- Opening Delimiter -

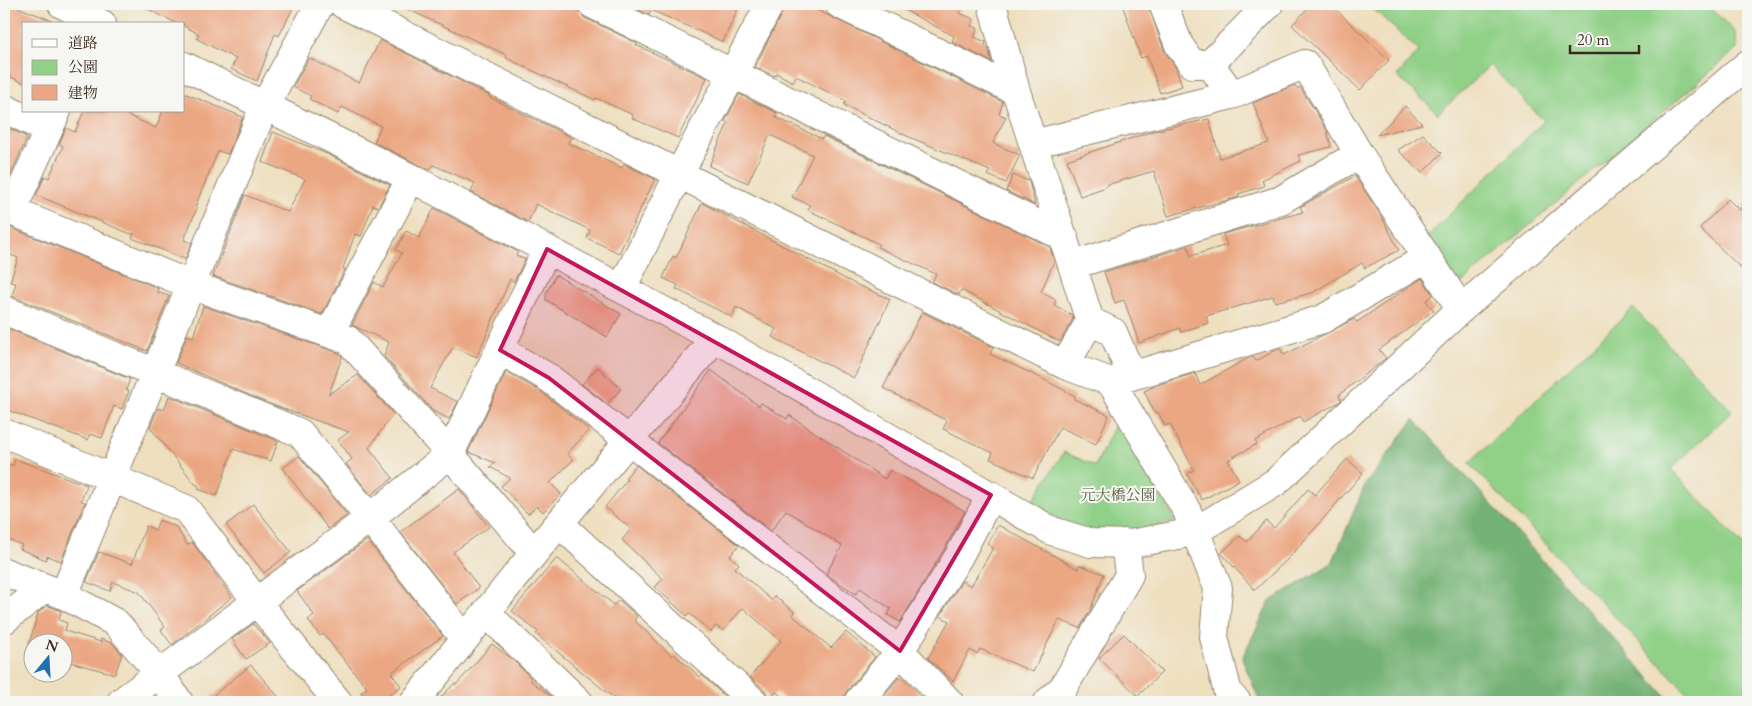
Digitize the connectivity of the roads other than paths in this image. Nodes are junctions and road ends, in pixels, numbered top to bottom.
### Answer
1 (62, 4) edge
2 (320, 4) edge
3 (343, 4) edge
4 (592, 4) edge
5 (770, 4) edge
6 (839, 4) edge
7 (992, 4) edge
8 (1163, 4) edge
9 (1269, 4) edge
10 (97, 22) edge
11 (1210, 64) junction
12 (1748, 64) edge
13 (185, 67) edge
14 (733, 74) junction
15 (1016, 91) junction
16 (1232, 95) junction
17 (264, 107) junction
18 (4, 108) edge
19 (52, 120) edge
20 (1033, 144) junction
21 (1359, 154) junction
22 (679, 174) junction
23 (411, 178) junction
24 (8, 209) edge
25 (1064, 237) junction
26 (547, 248) junction
27 (1426, 258) junction
28 (1073, 265) junction
29 (191, 285) junction
30 (622, 288) junction
31 (1461, 309) junction
32 (4, 310) edge
33 (1090, 321) junction
34 (330, 332) junction
35 (715, 338) junction
36 (500, 350) junction
37 (1065, 365) junction
38 (155, 373) junction
39 (1121, 378) junction
40 (4, 433) edge
41 (630, 442) junction
42 (450, 454) junction
43 (111, 477) junction
44 (991, 495) junction
45 (370, 518) junction
46 (560, 524) junction
47 (1194, 532) junction
48 (1125, 543) junction
49 (534, 553) junction
50 (4, 572) edge
51 (54, 592) junction
52 (257, 602) junction
53 (486, 613) junction
54 (4, 620) edge
55 (464, 638) junction
56 (900, 651) junction
57 (160, 674) junction
58 (121, 702) edge
59 (179, 702) edge
60 (338, 702) edge
61 (414, 702) edge
62 (579, 702) edge
63 (754, 702) edge
64 (858, 702) edge
65 (949, 702) edge
66 (1048, 702) edge
67 (1236, 702) edge

1 - 10 street
2 - 17 street
3 - 22 street
4 - 14 street
5 - 14 street
6 - 15 street
7 - 15 street
8 - 11 street
9 - 11 street
11 - 16 street
12 - 31 street
13 - 17 street
14 - 22 street
14 - 25 street
15 - 20 street
16 - 20 street
16 - 21 street
17 - 23 street
17 - 29 street
18 - 19 street
19 - 24 street
20 - 25 street
21 - 27 street
21 - 28 street
22 - 30 street
22 - 37 street
23 - 26 street
23 - 34 street
24 - 29 street
25 - 28 street
26 - 30 street
26 - 36 street
27 - 31 street
27 - 39 street
28 - 33 street
29 - 34 street
29 - 38 street
30 - 35 street
31 - 47 street
32 - 38 street
33 - 37 street
33 - 39 street
34 - 42 street
35 - 41 street
35 - 44 street
36 - 41 street
36 - 42 street
37 - 39 street
38 - 43 street
38 - 45 street
39 - 47 street
40 - 43 street
41 - 46 street
41 - 56 street
42 - 45 street
42 - 49 street
43 - 51 street
43 - 52 street
44 - 48 street
44 - 56 street
45 - 52 street
45 - 55 street
46 - 49 street
46 - 63 street
47 - 48 street
47 - 67 street
48 - 66 street
49 - 53 street
50 - 51 street
51 - 54 street
51 - 57 street
52 - 57 street
52 - 60 street
53 - 55 street
53 - 62 street
55 - 61 street
56 - 64 street
56 - 65 street
57 - 58 street
57 - 59 street

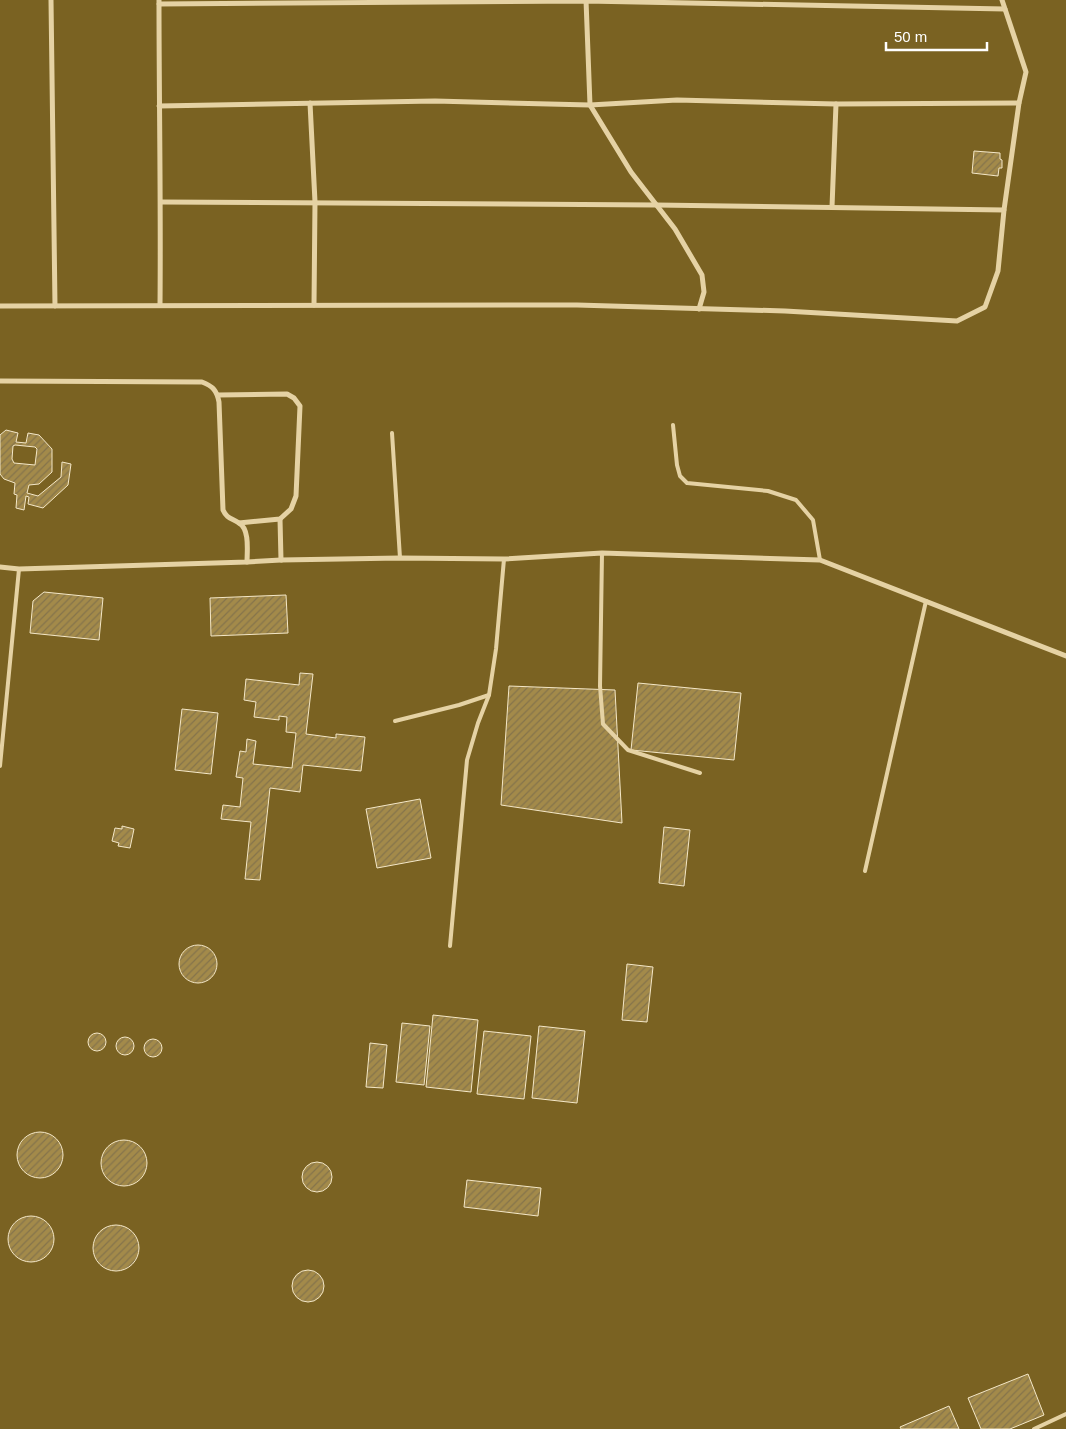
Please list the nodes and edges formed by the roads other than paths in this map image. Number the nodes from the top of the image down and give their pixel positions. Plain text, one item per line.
1 (51, 0) edge
2 (586, 0) edge
3 (1002, 0) edge
4 (159, 2) edge
5 (262, 2) edge
6 (1005, 8) junction
7 (1019, 103) junction
8 (310, 104) junction
9 (836, 104) junction
10 (590, 105) junction
11 (159, 106) junction
12 (161, 202) junction
13 (314, 202) junction
14 (656, 205) junction
15 (832, 207) junction
16 (1004, 210) junction
17 (160, 305) junction
18 (314, 305) junction
19 (0, 306) edge
20 (55, 306) junction
21 (698, 309) junction
22 (0, 381) edge
23 (218, 395) junction
24 (673, 425) dead end
25 (392, 433) dead end
26 (280, 519) junction
27 (239, 523) junction
28 (602, 553) junction
29 (400, 558) junction
30 (504, 559) junction
31 (281, 560) junction
32 (820, 560) junction
33 (247, 562) junction
34 (0, 567) edge
35 (19, 569) junction
36 (926, 601) junction
37 (1066, 656) edge
38 (489, 695) junction
39 (394, 722) dead end
40 (2, 732) edge
41 (0, 766) edge
42 (700, 772) dead end
43 (865, 871) dead end
44 (450, 946) dead end
45 (1066, 1414) edge
46 (1034, 1429) edge

1 - 20 street
2 - 5 street
2 - 6 street
2 - 10 street
3 - 6 street
4 - 5 street
4 - 11 street
6 - 7 street
7 - 9 street
7 - 16 street
8 - 10 street
8 - 11 street
8 - 13 street
9 - 10 street
9 - 15 street
10 - 14 street
11 - 12 street
12 - 13 street
12 - 17 street
13 - 14 street
13 - 18 street
14 - 15 street
14 - 21 street
15 - 16 street
16 - 21 street
17 - 18 street
17 - 20 street
18 - 21 street
19 - 20 street
22 - 23 street
23 - 26 street
23 - 27 street
24 - 32 lane
25 - 29 lane
26 - 27 street
26 - 31 street
27 - 33 street
28 - 30 street
28 - 32 street
28 - 42 lane
29 - 30 street
29 - 31 street
30 - 38 lane
31 - 33 street
32 - 36 street
33 - 35 street
34 - 35 street
35 - 40 lane
36 - 37 street
36 - 43 lane
38 - 39 lane
38 - 44 lane
40 - 41 lane
45 - 46 lane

- Closing Delimiter -

Retype the data above exactly, dropping every picture.

TASK ANSWER:
Digitize the connectivity of the roads other than paths in this image. Nodes are junctions and road ends, in pixels, numbered top to bottom.
### Answer
1 (62, 4) edge
2 (320, 4) edge
3 (343, 4) edge
4 (592, 4) edge
5 (770, 4) edge
6 (839, 4) edge
7 (992, 4) edge
8 (1163, 4) edge
9 (1269, 4) edge
10 (97, 22) edge
11 (1210, 64) junction
12 (1748, 64) edge
13 (185, 67) edge
14 (733, 74) junction
15 (1016, 91) junction
16 (1232, 95) junction
17 (264, 107) junction
18 (4, 108) edge
19 (52, 120) edge
20 (1033, 144) junction
21 (1359, 154) junction
22 (679, 174) junction
23 (411, 178) junction
24 (8, 209) edge
25 (1064, 237) junction
26 (547, 248) junction
27 (1426, 258) junction
28 (1073, 265) junction
29 (191, 285) junction
30 (622, 288) junction
31 (1461, 309) junction
32 (4, 310) edge
33 (1090, 321) junction
34 (330, 332) junction
35 (715, 338) junction
36 (500, 350) junction
37 (1065, 365) junction
38 (155, 373) junction
39 (1121, 378) junction
40 (4, 433) edge
41 (630, 442) junction
42 (450, 454) junction
43 (111, 477) junction
44 (991, 495) junction
45 (370, 518) junction
46 (560, 524) junction
47 (1194, 532) junction
48 (1125, 543) junction
49 (534, 553) junction
50 (4, 572) edge
51 (54, 592) junction
52 (257, 602) junction
53 (486, 613) junction
54 (4, 620) edge
55 (464, 638) junction
56 (900, 651) junction
57 (160, 674) junction
58 (121, 702) edge
59 (179, 702) edge
60 (338, 702) edge
61 (414, 702) edge
62 (579, 702) edge
63 (754, 702) edge
64 (858, 702) edge
65 (949, 702) edge
66 (1048, 702) edge
67 (1236, 702) edge

1 - 10 street
2 - 17 street
3 - 22 street
4 - 14 street
5 - 14 street
6 - 15 street
7 - 15 street
8 - 11 street
9 - 11 street
11 - 16 street
12 - 31 street
13 - 17 street
14 - 22 street
14 - 25 street
15 - 20 street
16 - 20 street
16 - 21 street
17 - 23 street
17 - 29 street
18 - 19 street
19 - 24 street
20 - 25 street
21 - 27 street
21 - 28 street
22 - 30 street
22 - 37 street
23 - 26 street
23 - 34 street
24 - 29 street
25 - 28 street
26 - 30 street
26 - 36 street
27 - 31 street
27 - 39 street
28 - 33 street
29 - 34 street
29 - 38 street
30 - 35 street
31 - 47 street
32 - 38 street
33 - 37 street
33 - 39 street
34 - 42 street
35 - 41 street
35 - 44 street
36 - 41 street
36 - 42 street
37 - 39 street
38 - 43 street
38 - 45 street
39 - 47 street
40 - 43 street
41 - 46 street
41 - 56 street
42 - 45 street
42 - 49 street
43 - 51 street
43 - 52 street
44 - 48 street
44 - 56 street
45 - 52 street
45 - 55 street
46 - 49 street
46 - 63 street
47 - 48 street
47 - 67 street
48 - 66 street
49 - 53 street
50 - 51 street
51 - 54 street
51 - 57 street
52 - 57 street
52 - 60 street
53 - 55 street
53 - 62 street
55 - 61 street
56 - 64 street
56 - 65 street
57 - 58 street
57 - 59 street

Please list the nodes and edges formed by the roads other than paths in this map image. Number the nodes from the top of the image down and give their pixel positions. Plain text, one item per line.
1 (51, 0) edge
2 (586, 0) edge
3 (1002, 0) edge
4 (159, 2) edge
5 (262, 2) edge
6 (1005, 8) junction
7 (1019, 103) junction
8 (310, 104) junction
9 (836, 104) junction
10 (590, 105) junction
11 (159, 106) junction
12 (161, 202) junction
13 (314, 202) junction
14 (656, 205) junction
15 (832, 207) junction
16 (1004, 210) junction
17 (160, 305) junction
18 (314, 305) junction
19 (0, 306) edge
20 (55, 306) junction
21 (698, 309) junction
22 (0, 381) edge
23 (218, 395) junction
24 (673, 425) dead end
25 (392, 433) dead end
26 (280, 519) junction
27 (239, 523) junction
28 (602, 553) junction
29 (400, 558) junction
30 (504, 559) junction
31 (281, 560) junction
32 (820, 560) junction
33 (247, 562) junction
34 (0, 567) edge
35 (19, 569) junction
36 (926, 601) junction
37 (1066, 656) edge
38 (489, 695) junction
39 (394, 722) dead end
40 (2, 732) edge
41 (0, 766) edge
42 (700, 772) dead end
43 (865, 871) dead end
44 (450, 946) dead end
45 (1066, 1414) edge
46 (1034, 1429) edge

1 - 20 street
2 - 5 street
2 - 6 street
2 - 10 street
3 - 6 street
4 - 5 street
4 - 11 street
6 - 7 street
7 - 9 street
7 - 16 street
8 - 10 street
8 - 11 street
8 - 13 street
9 - 10 street
9 - 15 street
10 - 14 street
11 - 12 street
12 - 13 street
12 - 17 street
13 - 14 street
13 - 18 street
14 - 15 street
14 - 21 street
15 - 16 street
16 - 21 street
17 - 18 street
17 - 20 street
18 - 21 street
19 - 20 street
22 - 23 street
23 - 26 street
23 - 27 street
24 - 32 lane
25 - 29 lane
26 - 27 street
26 - 31 street
27 - 33 street
28 - 30 street
28 - 32 street
28 - 42 lane
29 - 30 street
29 - 31 street
30 - 38 lane
31 - 33 street
32 - 36 street
33 - 35 street
34 - 35 street
35 - 40 lane
36 - 37 street
36 - 43 lane
38 - 39 lane
38 - 44 lane
40 - 41 lane
45 - 46 lane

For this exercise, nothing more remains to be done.